_What is needed_: The answer must be a bare number: the count of lines below that contain "highway".

_Dataset excerpts_:
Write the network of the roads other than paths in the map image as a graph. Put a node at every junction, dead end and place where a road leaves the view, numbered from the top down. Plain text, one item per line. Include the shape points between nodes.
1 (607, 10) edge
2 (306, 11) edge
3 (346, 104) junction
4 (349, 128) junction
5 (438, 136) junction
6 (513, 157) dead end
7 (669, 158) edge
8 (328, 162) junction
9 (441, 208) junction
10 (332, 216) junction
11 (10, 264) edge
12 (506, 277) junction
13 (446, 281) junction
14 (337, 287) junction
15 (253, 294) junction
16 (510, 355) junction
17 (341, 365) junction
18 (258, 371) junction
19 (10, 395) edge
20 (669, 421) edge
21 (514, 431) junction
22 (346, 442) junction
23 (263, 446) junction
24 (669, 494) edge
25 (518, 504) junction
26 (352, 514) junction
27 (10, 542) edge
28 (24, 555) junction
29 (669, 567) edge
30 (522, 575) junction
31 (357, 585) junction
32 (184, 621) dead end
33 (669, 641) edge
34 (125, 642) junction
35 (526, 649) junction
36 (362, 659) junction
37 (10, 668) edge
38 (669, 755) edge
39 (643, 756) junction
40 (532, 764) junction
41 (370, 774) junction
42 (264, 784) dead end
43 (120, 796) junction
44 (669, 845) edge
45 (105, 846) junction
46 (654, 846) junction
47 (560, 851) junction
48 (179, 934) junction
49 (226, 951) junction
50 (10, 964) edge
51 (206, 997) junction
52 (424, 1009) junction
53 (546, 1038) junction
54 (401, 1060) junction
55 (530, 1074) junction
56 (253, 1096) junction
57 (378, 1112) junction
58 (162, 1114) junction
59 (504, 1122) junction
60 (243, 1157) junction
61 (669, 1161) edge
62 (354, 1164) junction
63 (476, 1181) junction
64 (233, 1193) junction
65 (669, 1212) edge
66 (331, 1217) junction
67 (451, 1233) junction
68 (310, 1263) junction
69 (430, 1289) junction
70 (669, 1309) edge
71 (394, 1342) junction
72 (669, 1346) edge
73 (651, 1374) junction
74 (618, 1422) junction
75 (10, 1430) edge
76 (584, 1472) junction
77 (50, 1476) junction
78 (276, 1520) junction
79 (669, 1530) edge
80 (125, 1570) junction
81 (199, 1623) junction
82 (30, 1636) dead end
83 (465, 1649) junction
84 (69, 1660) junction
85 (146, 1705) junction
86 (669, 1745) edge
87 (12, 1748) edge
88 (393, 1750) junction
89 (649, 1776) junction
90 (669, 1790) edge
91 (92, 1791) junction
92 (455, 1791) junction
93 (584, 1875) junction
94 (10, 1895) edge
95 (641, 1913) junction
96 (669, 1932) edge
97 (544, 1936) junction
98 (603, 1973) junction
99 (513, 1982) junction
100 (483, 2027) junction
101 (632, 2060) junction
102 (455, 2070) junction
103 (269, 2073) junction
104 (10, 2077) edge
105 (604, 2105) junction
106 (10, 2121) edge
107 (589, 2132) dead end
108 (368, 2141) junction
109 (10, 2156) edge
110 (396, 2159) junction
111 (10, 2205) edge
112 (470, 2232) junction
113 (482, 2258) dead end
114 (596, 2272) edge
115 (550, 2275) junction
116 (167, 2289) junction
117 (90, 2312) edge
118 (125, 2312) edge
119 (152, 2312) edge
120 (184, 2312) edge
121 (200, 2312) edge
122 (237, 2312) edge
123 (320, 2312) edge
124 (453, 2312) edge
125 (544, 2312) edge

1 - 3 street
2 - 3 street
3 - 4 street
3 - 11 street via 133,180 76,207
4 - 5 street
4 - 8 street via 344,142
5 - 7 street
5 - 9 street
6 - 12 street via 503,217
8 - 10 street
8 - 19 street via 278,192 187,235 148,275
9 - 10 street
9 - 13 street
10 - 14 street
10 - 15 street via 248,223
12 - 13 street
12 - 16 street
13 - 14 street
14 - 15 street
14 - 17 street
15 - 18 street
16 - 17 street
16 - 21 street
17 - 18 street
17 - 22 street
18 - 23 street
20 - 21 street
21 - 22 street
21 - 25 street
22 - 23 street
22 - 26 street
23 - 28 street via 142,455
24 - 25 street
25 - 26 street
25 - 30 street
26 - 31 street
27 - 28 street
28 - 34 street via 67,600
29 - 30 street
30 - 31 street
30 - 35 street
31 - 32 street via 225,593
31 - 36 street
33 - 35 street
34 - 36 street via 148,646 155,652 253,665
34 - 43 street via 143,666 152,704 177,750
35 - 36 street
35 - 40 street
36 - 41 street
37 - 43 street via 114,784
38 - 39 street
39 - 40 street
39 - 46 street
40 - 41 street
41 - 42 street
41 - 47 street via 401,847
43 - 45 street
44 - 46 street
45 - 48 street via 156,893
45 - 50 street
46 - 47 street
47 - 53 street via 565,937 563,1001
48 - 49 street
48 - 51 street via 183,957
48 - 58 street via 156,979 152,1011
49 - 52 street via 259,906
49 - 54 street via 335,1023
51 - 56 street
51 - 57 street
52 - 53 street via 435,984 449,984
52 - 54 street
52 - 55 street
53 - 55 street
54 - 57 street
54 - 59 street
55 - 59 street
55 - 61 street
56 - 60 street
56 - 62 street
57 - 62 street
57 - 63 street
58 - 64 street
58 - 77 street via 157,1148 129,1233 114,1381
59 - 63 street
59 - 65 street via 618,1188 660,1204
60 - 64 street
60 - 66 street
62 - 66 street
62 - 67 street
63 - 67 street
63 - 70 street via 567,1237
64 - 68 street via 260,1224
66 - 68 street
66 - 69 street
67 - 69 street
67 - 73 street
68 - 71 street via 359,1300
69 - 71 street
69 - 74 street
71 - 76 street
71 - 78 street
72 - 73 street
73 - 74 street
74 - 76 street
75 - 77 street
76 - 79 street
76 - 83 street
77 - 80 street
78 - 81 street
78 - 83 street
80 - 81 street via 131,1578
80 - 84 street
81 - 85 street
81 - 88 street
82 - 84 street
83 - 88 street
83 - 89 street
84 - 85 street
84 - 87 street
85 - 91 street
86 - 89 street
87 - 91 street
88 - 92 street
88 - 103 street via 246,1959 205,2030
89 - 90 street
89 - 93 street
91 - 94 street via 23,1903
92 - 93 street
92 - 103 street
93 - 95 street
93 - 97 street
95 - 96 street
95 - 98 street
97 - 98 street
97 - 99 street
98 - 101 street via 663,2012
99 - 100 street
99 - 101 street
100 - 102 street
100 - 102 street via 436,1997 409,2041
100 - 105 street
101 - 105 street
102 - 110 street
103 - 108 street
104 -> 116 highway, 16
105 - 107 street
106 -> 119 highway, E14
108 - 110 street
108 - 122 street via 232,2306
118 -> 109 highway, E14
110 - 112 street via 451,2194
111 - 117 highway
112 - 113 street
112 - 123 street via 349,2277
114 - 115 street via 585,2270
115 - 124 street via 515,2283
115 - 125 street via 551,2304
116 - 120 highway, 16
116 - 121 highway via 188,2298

_Worked solution_: 6